TASK STATEMENT
Your answer must be an exact repetition of every record.

GIVEN DATA

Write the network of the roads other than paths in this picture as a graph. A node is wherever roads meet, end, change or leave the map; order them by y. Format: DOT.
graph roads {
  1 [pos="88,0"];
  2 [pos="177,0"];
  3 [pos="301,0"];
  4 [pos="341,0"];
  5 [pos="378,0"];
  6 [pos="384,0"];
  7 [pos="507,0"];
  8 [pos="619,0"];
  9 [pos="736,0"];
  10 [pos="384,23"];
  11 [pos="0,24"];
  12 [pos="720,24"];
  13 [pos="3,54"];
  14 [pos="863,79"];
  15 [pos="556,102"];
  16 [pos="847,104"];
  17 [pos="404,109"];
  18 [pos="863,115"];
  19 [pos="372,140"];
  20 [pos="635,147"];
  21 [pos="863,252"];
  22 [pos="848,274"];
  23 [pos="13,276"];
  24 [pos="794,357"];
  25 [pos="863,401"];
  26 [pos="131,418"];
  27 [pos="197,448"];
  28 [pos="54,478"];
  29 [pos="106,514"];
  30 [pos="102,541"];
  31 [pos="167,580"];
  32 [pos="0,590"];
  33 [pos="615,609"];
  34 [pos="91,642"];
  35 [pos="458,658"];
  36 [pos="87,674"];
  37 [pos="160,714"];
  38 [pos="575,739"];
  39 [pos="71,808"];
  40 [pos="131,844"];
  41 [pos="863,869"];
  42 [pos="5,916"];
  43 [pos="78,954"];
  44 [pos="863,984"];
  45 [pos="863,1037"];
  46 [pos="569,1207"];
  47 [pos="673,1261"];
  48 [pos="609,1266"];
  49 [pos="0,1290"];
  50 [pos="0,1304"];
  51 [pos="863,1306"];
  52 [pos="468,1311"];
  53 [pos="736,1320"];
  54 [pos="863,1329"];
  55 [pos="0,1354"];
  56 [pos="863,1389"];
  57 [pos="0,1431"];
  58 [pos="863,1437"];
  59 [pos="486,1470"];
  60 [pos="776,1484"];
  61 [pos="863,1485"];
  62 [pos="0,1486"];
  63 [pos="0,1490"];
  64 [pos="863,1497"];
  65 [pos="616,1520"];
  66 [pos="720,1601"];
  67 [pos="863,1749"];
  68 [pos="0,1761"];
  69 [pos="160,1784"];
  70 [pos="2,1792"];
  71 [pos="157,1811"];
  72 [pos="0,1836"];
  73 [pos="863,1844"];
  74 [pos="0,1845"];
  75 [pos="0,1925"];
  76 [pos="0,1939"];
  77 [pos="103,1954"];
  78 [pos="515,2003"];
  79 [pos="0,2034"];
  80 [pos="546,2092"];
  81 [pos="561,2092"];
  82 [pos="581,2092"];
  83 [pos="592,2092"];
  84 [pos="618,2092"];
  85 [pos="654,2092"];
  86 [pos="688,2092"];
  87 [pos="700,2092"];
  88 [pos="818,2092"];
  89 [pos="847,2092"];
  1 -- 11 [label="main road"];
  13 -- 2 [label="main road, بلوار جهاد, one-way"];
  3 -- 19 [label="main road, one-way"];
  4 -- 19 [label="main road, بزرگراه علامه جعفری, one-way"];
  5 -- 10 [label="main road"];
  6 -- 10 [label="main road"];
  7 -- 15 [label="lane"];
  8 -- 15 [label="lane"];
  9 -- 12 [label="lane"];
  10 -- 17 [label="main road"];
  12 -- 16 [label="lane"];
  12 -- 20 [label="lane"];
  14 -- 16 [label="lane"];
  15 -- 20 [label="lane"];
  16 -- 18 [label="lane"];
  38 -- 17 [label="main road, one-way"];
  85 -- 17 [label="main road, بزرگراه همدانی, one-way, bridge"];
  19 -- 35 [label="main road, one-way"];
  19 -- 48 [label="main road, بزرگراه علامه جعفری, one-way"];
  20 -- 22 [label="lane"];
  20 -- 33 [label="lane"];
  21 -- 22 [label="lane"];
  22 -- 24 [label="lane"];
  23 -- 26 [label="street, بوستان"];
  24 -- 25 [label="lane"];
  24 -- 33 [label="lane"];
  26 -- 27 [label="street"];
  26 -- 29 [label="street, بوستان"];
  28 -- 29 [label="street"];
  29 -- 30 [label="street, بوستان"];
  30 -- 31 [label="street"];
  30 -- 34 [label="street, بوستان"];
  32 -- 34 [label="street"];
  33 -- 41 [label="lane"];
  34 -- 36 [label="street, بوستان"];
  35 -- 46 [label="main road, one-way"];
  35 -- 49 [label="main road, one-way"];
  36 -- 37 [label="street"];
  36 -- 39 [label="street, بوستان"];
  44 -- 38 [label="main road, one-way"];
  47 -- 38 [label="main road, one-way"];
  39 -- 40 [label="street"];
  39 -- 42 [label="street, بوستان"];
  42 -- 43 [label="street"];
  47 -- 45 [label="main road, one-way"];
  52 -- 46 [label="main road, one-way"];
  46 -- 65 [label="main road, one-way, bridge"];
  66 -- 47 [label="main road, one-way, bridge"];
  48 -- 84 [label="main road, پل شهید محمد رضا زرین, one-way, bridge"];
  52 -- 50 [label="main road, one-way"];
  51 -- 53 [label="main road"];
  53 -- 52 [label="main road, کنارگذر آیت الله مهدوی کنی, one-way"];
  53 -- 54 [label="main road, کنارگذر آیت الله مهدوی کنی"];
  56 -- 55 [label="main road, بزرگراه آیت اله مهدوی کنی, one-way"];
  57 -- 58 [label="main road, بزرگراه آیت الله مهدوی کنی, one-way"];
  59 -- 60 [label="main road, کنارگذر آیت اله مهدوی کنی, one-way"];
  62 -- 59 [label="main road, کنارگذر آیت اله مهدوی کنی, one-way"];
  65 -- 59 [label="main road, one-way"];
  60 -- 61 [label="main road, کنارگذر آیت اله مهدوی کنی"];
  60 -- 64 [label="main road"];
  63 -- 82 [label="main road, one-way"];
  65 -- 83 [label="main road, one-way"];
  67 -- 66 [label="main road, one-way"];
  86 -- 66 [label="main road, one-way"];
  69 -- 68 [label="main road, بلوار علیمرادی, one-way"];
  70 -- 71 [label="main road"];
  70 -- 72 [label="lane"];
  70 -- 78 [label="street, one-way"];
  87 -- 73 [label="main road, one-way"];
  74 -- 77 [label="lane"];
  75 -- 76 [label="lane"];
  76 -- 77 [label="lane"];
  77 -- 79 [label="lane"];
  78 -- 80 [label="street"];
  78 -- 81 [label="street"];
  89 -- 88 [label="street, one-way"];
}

ANSWER SECTION
Write the network of the roads other than paths in this picture as a graph. A node is wherever roads meet, end, change or leave the map; order them by y. Format: DOT.
graph roads {
  1 [pos="88,0"];
  2 [pos="177,0"];
  3 [pos="301,0"];
  4 [pos="341,0"];
  5 [pos="378,0"];
  6 [pos="384,0"];
  7 [pos="507,0"];
  8 [pos="619,0"];
  9 [pos="736,0"];
  10 [pos="384,23"];
  11 [pos="0,24"];
  12 [pos="720,24"];
  13 [pos="3,54"];
  14 [pos="863,79"];
  15 [pos="556,102"];
  16 [pos="847,104"];
  17 [pos="404,109"];
  18 [pos="863,115"];
  19 [pos="372,140"];
  20 [pos="635,147"];
  21 [pos="863,252"];
  22 [pos="848,274"];
  23 [pos="13,276"];
  24 [pos="794,357"];
  25 [pos="863,401"];
  26 [pos="131,418"];
  27 [pos="197,448"];
  28 [pos="54,478"];
  29 [pos="106,514"];
  30 [pos="102,541"];
  31 [pos="167,580"];
  32 [pos="0,590"];
  33 [pos="615,609"];
  34 [pos="91,642"];
  35 [pos="458,658"];
  36 [pos="87,674"];
  37 [pos="160,714"];
  38 [pos="575,739"];
  39 [pos="71,808"];
  40 [pos="131,844"];
  41 [pos="863,869"];
  42 [pos="5,916"];
  43 [pos="78,954"];
  44 [pos="863,984"];
  45 [pos="863,1037"];
  46 [pos="569,1207"];
  47 [pos="673,1261"];
  48 [pos="609,1266"];
  49 [pos="0,1290"];
  50 [pos="0,1304"];
  51 [pos="863,1306"];
  52 [pos="468,1311"];
  53 [pos="736,1320"];
  54 [pos="863,1329"];
  55 [pos="0,1354"];
  56 [pos="863,1389"];
  57 [pos="0,1431"];
  58 [pos="863,1437"];
  59 [pos="486,1470"];
  60 [pos="776,1484"];
  61 [pos="863,1485"];
  62 [pos="0,1486"];
  63 [pos="0,1490"];
  64 [pos="863,1497"];
  65 [pos="616,1520"];
  66 [pos="720,1601"];
  67 [pos="863,1749"];
  68 [pos="0,1761"];
  69 [pos="160,1784"];
  70 [pos="2,1792"];
  71 [pos="157,1811"];
  72 [pos="0,1836"];
  73 [pos="863,1844"];
  74 [pos="0,1845"];
  75 [pos="0,1925"];
  76 [pos="0,1939"];
  77 [pos="103,1954"];
  78 [pos="515,2003"];
  79 [pos="0,2034"];
  80 [pos="546,2092"];
  81 [pos="561,2092"];
  82 [pos="581,2092"];
  83 [pos="592,2092"];
  84 [pos="618,2092"];
  85 [pos="654,2092"];
  86 [pos="688,2092"];
  87 [pos="700,2092"];
  88 [pos="818,2092"];
  89 [pos="847,2092"];
  1 -- 11 [label="main road"];
  13 -- 2 [label="main road, بلوار جهاد, one-way"];
  3 -- 19 [label="main road, one-way"];
  4 -- 19 [label="main road, بزرگراه علامه جعفری, one-way"];
  5 -- 10 [label="main road"];
  6 -- 10 [label="main road"];
  7 -- 15 [label="lane"];
  8 -- 15 [label="lane"];
  9 -- 12 [label="lane"];
  10 -- 17 [label="main road"];
  12 -- 16 [label="lane"];
  12 -- 20 [label="lane"];
  14 -- 16 [label="lane"];
  15 -- 20 [label="lane"];
  16 -- 18 [label="lane"];
  38 -- 17 [label="main road, one-way"];
  85 -- 17 [label="main road, بزرگراه همدانی, one-way, bridge"];
  19 -- 35 [label="main road, one-way"];
  19 -- 48 [label="main road, بزرگراه علامه جعفری, one-way"];
  20 -- 22 [label="lane"];
  20 -- 33 [label="lane"];
  21 -- 22 [label="lane"];
  22 -- 24 [label="lane"];
  23 -- 26 [label="street, بوستان"];
  24 -- 25 [label="lane"];
  24 -- 33 [label="lane"];
  26 -- 27 [label="street"];
  26 -- 29 [label="street, بوستان"];
  28 -- 29 [label="street"];
  29 -- 30 [label="street, بوستان"];
  30 -- 31 [label="street"];
  30 -- 34 [label="street, بوستان"];
  32 -- 34 [label="street"];
  33 -- 41 [label="lane"];
  34 -- 36 [label="street, بوستان"];
  35 -- 46 [label="main road, one-way"];
  35 -- 49 [label="main road, one-way"];
  36 -- 37 [label="street"];
  36 -- 39 [label="street, بوستان"];
  44 -- 38 [label="main road, one-way"];
  47 -- 38 [label="main road, one-way"];
  39 -- 40 [label="street"];
  39 -- 42 [label="street, بوستان"];
  42 -- 43 [label="street"];
  47 -- 45 [label="main road, one-way"];
  52 -- 46 [label="main road, one-way"];
  46 -- 65 [label="main road, one-way, bridge"];
  66 -- 47 [label="main road, one-way, bridge"];
  48 -- 84 [label="main road, پل شهید محمد رضا زرین, one-way, bridge"];
  52 -- 50 [label="main road, one-way"];
  51 -- 53 [label="main road"];
  53 -- 52 [label="main road, کنارگذر آیت الله مهدوی کنی, one-way"];
  53 -- 54 [label="main road, کنارگذر آیت الله مهدوی کنی"];
  56 -- 55 [label="main road, بزرگراه آیت اله مهدوی کنی, one-way"];
  57 -- 58 [label="main road, بزرگراه آیت الله مهدوی کنی, one-way"];
  59 -- 60 [label="main road, کنارگذر آیت اله مهدوی کنی, one-way"];
  62 -- 59 [label="main road, کنارگذر آیت اله مهدوی کنی, one-way"];
  65 -- 59 [label="main road, one-way"];
  60 -- 61 [label="main road, کنارگذر آیت اله مهدوی کنی"];
  60 -- 64 [label="main road"];
  63 -- 82 [label="main road, one-way"];
  65 -- 83 [label="main road, one-way"];
  67 -- 66 [label="main road, one-way"];
  86 -- 66 [label="main road, one-way"];
  69 -- 68 [label="main road, بلوار علیمرادی, one-way"];
  70 -- 71 [label="main road"];
  70 -- 72 [label="lane"];
  70 -- 78 [label="street, one-way"];
  87 -- 73 [label="main road, one-way"];
  74 -- 77 [label="lane"];
  75 -- 76 [label="lane"];
  76 -- 77 [label="lane"];
  77 -- 79 [label="lane"];
  78 -- 80 [label="street"];
  78 -- 81 [label="street"];
  89 -- 88 [label="street, one-way"];
}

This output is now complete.